Demurrage fees are charged by shipowners from charterers, consignees and/or shippers for delays in getting the shipment while detention fees are charged by the same for delays in returning shipping containers.
The High Court’s ruling affirmed the Quezon City Regional Trial Court Branch 77’s verdict on the case which said RR 15-2013 is a “reasonable tax regulation and an interpretative issuance, the effectivity of which does not require a public hearing, nay, prior registration with the UP Law Center.”
The ship owners had claimed that RR 15-2013 unduly widens the scope of the law by imposing additional taxes on international shipping carriers.
The shipping firms claimed demurrage and detention fees are “not income but penalties” imposed by the carrier on the charterer, shipper, consignee, to allow the carrier to recover losses or expenses arising from the undue delay in the loading and/or discharge of the latter’s shipments from the containers.
The Bureau of Internal Revenue, meanwhile, earlier claimed that the said fees “not only serve as penalties for consignees, (but) they also serve as compensation for the extended use of containers”.

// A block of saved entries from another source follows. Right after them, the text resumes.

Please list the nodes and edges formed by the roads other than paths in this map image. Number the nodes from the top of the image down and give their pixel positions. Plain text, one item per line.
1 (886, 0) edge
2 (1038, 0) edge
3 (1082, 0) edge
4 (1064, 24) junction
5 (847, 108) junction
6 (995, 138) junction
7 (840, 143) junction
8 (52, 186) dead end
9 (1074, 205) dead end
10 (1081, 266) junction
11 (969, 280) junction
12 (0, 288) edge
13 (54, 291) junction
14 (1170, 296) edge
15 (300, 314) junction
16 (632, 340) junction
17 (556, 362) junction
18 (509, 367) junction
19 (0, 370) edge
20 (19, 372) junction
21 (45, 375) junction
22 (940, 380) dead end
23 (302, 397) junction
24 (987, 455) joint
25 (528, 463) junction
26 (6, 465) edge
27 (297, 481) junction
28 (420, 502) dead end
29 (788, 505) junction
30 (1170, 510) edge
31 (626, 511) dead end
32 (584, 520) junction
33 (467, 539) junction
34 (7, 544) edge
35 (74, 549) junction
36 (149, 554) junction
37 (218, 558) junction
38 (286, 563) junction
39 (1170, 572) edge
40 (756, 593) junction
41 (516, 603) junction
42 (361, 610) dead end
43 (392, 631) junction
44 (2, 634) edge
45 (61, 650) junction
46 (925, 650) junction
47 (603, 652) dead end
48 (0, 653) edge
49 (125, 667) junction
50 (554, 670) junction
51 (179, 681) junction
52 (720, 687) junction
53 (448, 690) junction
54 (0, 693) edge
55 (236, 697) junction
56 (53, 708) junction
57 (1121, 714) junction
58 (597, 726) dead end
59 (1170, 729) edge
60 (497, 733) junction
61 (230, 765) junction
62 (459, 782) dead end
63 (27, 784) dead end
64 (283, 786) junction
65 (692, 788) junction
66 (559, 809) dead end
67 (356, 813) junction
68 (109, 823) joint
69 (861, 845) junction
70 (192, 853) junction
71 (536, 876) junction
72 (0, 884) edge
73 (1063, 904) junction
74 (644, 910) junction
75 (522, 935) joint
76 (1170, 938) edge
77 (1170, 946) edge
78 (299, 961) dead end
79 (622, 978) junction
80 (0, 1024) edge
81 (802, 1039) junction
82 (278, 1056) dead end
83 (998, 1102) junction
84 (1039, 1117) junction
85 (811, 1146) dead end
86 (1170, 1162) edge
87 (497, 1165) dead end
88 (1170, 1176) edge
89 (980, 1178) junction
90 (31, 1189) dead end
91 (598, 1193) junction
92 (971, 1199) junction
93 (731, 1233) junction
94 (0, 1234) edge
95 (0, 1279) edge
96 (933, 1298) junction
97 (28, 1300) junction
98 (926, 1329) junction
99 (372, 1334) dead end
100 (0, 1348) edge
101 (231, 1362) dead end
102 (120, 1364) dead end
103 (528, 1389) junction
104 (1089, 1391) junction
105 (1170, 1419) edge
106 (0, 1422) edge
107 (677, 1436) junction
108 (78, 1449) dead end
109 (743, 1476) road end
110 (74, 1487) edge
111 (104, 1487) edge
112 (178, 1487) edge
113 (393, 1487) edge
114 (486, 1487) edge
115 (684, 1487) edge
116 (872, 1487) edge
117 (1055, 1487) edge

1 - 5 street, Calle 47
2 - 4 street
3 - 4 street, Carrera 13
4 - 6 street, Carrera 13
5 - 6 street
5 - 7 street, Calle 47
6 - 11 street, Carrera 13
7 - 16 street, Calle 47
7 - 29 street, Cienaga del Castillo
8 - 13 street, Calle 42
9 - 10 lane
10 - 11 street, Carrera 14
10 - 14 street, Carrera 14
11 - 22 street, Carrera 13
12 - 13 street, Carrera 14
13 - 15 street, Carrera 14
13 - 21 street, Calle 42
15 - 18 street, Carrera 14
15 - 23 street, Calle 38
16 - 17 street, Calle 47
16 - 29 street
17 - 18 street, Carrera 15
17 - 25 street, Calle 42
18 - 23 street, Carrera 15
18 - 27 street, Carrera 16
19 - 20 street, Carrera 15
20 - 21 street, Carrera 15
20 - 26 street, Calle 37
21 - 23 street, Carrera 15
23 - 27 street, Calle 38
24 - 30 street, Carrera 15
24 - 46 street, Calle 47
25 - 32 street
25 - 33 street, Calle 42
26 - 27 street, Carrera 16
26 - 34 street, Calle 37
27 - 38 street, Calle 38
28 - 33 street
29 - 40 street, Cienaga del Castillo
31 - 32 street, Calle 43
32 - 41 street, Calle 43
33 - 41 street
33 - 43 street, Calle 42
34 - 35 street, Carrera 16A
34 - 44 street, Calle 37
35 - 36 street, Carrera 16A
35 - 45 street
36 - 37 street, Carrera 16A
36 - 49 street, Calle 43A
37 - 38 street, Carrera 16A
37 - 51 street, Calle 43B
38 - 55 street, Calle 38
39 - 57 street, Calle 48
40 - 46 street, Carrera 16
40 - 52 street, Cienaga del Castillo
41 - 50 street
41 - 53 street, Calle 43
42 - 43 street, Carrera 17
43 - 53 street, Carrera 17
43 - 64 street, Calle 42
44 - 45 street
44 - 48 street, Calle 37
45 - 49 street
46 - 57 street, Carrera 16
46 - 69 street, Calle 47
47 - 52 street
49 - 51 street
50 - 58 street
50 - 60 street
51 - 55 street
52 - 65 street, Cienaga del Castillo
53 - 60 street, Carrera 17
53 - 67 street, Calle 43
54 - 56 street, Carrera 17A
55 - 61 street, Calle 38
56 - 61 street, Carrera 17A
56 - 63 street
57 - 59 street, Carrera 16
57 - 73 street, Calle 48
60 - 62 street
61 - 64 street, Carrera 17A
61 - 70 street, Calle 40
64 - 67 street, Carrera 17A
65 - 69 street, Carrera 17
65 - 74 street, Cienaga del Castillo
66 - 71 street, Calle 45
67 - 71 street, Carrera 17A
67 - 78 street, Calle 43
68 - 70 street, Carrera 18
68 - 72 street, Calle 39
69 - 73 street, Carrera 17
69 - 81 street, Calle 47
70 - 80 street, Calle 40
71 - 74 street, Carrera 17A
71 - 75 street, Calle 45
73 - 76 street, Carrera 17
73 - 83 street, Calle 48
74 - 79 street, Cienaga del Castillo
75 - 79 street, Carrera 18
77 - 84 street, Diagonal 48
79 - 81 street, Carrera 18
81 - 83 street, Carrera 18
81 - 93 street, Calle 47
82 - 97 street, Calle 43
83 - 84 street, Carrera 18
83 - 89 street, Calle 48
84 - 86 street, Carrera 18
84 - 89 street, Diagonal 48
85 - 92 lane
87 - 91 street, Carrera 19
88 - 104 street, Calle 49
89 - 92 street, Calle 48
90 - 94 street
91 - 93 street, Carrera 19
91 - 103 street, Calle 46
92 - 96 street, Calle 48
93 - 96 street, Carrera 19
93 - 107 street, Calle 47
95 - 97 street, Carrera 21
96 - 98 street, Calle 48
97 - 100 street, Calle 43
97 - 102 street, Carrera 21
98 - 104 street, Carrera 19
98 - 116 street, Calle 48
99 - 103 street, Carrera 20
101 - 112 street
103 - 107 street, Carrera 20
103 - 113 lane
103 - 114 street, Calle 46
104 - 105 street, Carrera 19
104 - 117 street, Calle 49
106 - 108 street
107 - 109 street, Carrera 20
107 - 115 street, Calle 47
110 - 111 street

The petitioners said these fees are akin to damages and should only be taxable only if they form part of Gross Philippine Billings (GPB) and taxed at the preferential rate of 2.5 percent instead of subject to regular income tax of 30 percent.
GPB refers to gross revenues for passenger, cargo or mail from the Philippines up to its destination.
Ruling against the petitioners’ argument, the court said the exclusion of demurrage and detention fees from the preferential rate of 2.5 percent for GBP “is proper” since they are “not considered income derived from the transportation of persons, goods or mail.” (PNA)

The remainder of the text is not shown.